Halo Combat Evolved Xbox

A Look Back at Halo: Combat Evolved

I remember a time well into the 7th generation of consoles where hyped up FPS games (and even 3rd person shooters) were called Halo-killers. It’s hard to recall that time now, what with yearly Call Of Dutys, service-style games like Destiny, and the disappointing Halo 4 and 5 looming in our recent memories. But I promise you there was a time when Halo was the biggest name in console shooters, and it was thanks to Halo: Combat Evolved.

The release of Halo was genre-defining for First Person Shooters. Halo brought together so many different aspects of the genre and solidified them into one system that worked well. Few prior FPS games allowed a player to melee, throw grenades, swap weapons, and use vehicles with such fluidity. 

Truly amazing for a game that began life as Dreamcast-exclusive Starcraft-style RTS


A widely attributed Picasso quote goes “good artists borrow, great artists steal.” Halo borrows and steals liberally from all the good FPS games of the previous generations. That’s not to say the game doesn’t only advance the genre by perfecting the FPS mixture — Bungie added their own ingredients to this one as well. 

Rather than the previous generation’s emphasis on carrying every single gun and rocket launcher you find in Bond’s suit coat, Halo: Combat Evolved allows only 2 weapons at a time. This brought both more thoughtful and faster-paced gameplay to the genre. 

Halo allows you to spend enough time with it to think you’ve got everything, and then it introduces an entirely new enemy type which forces the player to change their combat style. The introduction of The Flood is such a memorable experience for first-time players. 

Halo also introduced seamless vehicle-based exploration and combat into the more open-world style portions of levels. 

Some people criticized the level design in the day as repetitive and confusing, which I can see — you do play several earlier levels backwards towards the end of the game. But the level designs are convincing and unique in scope. Few other games of the time had levels that started you on foot in a linear environment, gave you a vehicle, then let you use it in a semi-open world environment to tackle three objectives in whatever order you liked. 


One of the strongest hooks with Halo: Combat Evolved is the excellent worldbuilding and story. In story writing, one mark of a strong story is where the reader (or gamer) is shown how the world works, rather than explicitly told. When you’re dropped into the first level, you don’t know much: you’re a doom-guy look alike that’s 2 feet taller than everyone else and you’ve been paired up with an AI. You’re fighting aliens. That’s about it. But you discover a lot about the world simply by existing in it. 

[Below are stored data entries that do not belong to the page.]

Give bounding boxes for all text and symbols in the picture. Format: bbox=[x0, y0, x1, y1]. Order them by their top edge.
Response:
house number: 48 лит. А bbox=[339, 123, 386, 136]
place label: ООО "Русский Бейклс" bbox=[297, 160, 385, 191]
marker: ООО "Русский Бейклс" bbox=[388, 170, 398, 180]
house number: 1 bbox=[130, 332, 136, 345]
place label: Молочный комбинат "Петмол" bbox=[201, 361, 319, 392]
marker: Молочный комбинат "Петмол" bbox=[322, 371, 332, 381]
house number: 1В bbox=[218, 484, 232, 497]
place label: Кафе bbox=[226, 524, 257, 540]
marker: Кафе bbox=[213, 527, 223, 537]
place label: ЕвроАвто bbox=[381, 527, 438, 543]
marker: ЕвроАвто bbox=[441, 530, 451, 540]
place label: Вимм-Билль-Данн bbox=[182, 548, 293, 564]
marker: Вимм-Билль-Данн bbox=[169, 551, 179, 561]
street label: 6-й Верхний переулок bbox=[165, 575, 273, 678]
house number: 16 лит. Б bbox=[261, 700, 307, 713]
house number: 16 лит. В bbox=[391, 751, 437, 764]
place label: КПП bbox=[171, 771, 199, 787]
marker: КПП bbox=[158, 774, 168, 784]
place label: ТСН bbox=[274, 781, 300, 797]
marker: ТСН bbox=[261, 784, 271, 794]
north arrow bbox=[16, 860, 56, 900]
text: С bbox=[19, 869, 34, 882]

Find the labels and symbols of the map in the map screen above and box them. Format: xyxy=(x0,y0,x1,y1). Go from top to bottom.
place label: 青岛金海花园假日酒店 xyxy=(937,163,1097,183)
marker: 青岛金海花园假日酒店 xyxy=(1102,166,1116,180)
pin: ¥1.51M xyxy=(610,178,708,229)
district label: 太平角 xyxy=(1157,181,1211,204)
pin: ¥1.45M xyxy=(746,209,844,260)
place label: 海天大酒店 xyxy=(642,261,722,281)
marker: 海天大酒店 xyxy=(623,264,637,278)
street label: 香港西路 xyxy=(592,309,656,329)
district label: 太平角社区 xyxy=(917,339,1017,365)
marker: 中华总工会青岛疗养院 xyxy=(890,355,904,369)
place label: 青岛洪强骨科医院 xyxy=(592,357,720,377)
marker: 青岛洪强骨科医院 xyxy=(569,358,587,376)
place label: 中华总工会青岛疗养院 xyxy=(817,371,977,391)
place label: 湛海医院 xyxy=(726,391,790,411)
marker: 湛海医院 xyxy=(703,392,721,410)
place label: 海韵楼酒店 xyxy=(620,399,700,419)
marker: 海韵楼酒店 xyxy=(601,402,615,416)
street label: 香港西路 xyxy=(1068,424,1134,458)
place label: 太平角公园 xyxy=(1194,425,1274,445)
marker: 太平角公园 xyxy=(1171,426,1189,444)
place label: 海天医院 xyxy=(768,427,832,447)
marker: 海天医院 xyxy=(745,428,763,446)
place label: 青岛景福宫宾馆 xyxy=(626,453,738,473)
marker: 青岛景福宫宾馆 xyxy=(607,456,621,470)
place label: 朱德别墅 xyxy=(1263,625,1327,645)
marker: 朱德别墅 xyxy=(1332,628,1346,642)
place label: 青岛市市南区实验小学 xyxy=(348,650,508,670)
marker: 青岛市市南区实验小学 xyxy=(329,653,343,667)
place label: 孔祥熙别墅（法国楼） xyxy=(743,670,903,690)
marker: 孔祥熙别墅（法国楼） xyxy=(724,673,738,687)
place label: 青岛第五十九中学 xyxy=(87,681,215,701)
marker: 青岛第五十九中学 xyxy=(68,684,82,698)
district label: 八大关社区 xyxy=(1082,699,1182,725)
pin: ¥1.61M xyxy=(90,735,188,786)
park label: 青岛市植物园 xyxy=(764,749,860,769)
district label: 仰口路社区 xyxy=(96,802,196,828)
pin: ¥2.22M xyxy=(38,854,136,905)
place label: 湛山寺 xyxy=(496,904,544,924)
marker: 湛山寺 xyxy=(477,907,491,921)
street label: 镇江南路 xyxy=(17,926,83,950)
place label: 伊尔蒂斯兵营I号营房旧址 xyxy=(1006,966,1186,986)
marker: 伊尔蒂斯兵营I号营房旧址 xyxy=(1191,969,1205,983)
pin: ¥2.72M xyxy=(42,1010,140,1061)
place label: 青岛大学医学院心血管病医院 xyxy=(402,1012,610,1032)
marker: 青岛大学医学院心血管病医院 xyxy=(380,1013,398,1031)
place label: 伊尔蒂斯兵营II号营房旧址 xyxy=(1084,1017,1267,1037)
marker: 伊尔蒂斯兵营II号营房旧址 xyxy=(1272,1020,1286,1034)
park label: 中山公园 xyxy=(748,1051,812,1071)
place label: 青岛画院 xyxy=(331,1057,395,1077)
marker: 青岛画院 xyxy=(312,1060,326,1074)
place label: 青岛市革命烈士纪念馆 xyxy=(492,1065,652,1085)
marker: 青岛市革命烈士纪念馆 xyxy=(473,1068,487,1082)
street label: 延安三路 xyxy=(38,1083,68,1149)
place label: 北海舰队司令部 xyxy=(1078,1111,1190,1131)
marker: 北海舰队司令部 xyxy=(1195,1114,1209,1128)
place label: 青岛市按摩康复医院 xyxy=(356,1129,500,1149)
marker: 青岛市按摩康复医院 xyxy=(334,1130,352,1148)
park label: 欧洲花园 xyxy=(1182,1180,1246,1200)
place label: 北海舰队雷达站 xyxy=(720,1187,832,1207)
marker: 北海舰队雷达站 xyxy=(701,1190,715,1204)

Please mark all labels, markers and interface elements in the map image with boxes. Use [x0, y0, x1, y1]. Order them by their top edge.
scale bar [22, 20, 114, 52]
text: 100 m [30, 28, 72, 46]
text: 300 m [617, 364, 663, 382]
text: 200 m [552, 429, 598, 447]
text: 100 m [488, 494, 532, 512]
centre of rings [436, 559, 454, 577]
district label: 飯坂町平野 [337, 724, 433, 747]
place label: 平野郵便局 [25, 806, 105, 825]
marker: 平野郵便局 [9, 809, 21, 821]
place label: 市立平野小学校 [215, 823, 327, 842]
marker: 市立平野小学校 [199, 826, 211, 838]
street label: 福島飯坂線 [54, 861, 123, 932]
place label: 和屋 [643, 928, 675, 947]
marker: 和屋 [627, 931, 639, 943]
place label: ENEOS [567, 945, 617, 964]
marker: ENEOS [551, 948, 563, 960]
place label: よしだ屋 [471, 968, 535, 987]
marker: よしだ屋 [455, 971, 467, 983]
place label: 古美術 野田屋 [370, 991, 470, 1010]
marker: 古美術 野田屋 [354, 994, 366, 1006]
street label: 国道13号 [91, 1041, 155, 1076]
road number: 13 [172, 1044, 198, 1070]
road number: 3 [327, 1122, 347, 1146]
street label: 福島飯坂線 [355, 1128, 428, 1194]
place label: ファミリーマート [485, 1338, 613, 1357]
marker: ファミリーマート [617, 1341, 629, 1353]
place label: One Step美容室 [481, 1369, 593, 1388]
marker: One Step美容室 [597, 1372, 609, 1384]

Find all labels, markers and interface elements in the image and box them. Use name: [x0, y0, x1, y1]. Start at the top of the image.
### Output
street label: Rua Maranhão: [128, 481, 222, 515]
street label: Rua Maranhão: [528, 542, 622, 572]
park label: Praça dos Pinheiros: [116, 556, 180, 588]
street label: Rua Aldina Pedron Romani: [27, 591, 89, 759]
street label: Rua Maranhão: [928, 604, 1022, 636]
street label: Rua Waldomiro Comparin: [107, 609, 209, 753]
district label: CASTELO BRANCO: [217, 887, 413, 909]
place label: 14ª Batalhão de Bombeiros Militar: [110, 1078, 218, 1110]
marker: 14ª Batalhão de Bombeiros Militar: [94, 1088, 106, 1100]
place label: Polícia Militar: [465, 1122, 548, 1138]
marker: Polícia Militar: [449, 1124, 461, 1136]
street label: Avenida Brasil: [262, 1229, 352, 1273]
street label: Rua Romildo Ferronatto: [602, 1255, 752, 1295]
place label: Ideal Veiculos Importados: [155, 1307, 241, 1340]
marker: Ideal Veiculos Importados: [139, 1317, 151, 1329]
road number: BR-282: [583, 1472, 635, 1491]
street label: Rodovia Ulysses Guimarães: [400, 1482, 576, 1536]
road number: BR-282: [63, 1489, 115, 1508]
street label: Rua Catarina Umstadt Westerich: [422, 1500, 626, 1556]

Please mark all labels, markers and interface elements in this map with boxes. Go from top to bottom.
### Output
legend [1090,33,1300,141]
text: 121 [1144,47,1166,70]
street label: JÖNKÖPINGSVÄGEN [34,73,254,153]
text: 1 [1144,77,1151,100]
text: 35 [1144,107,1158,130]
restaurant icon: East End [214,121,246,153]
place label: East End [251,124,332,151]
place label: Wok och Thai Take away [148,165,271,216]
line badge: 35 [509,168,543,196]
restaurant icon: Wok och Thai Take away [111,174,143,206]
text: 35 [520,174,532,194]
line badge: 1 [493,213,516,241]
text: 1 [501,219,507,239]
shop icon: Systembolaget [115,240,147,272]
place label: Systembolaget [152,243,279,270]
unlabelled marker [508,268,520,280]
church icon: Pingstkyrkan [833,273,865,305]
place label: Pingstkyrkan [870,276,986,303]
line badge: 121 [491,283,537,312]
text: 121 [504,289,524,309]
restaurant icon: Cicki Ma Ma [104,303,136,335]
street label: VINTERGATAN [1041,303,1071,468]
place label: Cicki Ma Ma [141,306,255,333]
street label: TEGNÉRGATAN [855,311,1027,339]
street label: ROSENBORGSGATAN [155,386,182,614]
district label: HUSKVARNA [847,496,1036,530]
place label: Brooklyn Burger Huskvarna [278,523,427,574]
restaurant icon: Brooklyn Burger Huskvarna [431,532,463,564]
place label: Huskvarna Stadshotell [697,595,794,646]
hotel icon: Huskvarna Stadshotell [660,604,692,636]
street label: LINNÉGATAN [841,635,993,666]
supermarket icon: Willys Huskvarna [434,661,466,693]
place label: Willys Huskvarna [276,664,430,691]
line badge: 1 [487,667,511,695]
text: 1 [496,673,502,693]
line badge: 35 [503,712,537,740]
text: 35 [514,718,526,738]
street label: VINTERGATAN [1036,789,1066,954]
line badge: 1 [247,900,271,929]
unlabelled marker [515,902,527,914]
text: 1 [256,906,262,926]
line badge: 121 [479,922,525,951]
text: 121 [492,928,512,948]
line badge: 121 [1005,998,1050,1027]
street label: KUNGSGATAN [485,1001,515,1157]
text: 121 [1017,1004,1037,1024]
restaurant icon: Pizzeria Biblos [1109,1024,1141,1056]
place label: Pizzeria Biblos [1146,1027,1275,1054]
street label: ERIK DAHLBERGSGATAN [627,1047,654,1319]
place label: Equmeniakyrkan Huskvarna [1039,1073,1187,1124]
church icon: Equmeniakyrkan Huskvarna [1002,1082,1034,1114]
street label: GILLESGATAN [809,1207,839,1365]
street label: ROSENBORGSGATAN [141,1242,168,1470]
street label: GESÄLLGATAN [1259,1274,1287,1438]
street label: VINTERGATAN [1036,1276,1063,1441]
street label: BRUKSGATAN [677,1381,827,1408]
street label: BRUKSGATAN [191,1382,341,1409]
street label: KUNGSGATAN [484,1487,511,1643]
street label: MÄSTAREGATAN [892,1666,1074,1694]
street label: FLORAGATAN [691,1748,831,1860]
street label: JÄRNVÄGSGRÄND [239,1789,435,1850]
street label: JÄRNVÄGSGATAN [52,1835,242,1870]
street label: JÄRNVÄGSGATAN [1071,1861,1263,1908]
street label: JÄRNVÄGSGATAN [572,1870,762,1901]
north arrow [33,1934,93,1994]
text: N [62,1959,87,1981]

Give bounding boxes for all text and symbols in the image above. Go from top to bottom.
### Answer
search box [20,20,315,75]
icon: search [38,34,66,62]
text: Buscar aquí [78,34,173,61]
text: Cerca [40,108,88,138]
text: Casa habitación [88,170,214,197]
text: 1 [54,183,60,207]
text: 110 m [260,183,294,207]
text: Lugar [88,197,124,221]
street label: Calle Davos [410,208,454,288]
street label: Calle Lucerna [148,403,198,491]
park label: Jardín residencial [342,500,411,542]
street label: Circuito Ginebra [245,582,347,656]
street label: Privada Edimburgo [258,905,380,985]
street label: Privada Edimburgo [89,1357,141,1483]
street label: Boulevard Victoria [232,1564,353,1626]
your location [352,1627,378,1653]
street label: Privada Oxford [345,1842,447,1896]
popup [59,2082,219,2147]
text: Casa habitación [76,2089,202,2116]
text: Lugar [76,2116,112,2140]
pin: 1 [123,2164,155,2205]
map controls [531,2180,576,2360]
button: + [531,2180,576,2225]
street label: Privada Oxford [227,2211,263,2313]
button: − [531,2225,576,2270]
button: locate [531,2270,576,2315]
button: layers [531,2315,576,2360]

The backstory of the covenant, what Master Chief really is, what happened on Reach — some of these things are never fully explained in Combat Evolved. But they don’t matter to the story at hand. The only real exposition about the Forerunners and The Flood is delivered by a character who clearly likes to hear themselves talk. You get just enough of a taste of all this, and it compels you forward. 

And yes, while Master Chief fits the strong, mostly silent, male power-violence fantasy pretty well, I think there is something feminist to be said about this tough-guy who listens and executes a woman’s orders (Cortana) without question. 

Graphics & Sound

Graphically, Halo: Combat Evolved was cutting edge for the time and today still looks good. There’s an impressive level of detail to the weapons and enemies. 

Halo’s soundtrack is legendary. The chanting choir voices of the main theme and the segue into the bombastic drums and strings is just so memorable that it has become a part of video game culture the way Mario and Zelda’s themes have. 

Halo: CE features excellent tracks full of creepy swells and sad strings cued to situations for maximum impact. This music really helps drive home the horror of The Flood or the death of certain characters. Additionally, the voice acting is very good, especially for a game in this era. The various unique grunts, groans and cries of enemies and allies alike add to Halo’s depth. 


Released before Xbox Live, Halo: Combat Evolved was still a multiplayer powerhouse. At least one whole summer was spent alternating between swimming in my friend Eric’s pool and playing Halo multiplayer in his living room. On one occasion, Eric hosted a massive sleepover and we set up an Xbox Lan Party and played CE deathmatch all night.  

The Halo universe has grown with multiple games, spin-offs, novels, and a movie. Hell, there’s even a book trilogy written by famed science fiction writer Greg Bear. And a new Halo game is expected sometime in 2021. 

Overall Halo: Combat Evolved is still so-much-fun in 2020. It’s one of the most common Xbox games, besides the sequel Halo 2, and any retro video games store is bound to have a copy. I assume anyone reading this has played Halo, but if you haven’t or it’s been a few years, give it a playthrough. Have a LAN party — when the pandemic is over. 


DesertRetro is a retro-gamer who believes the 1998 was the best year in video gaming and that VHS fuzz probably feels like a warm blanket.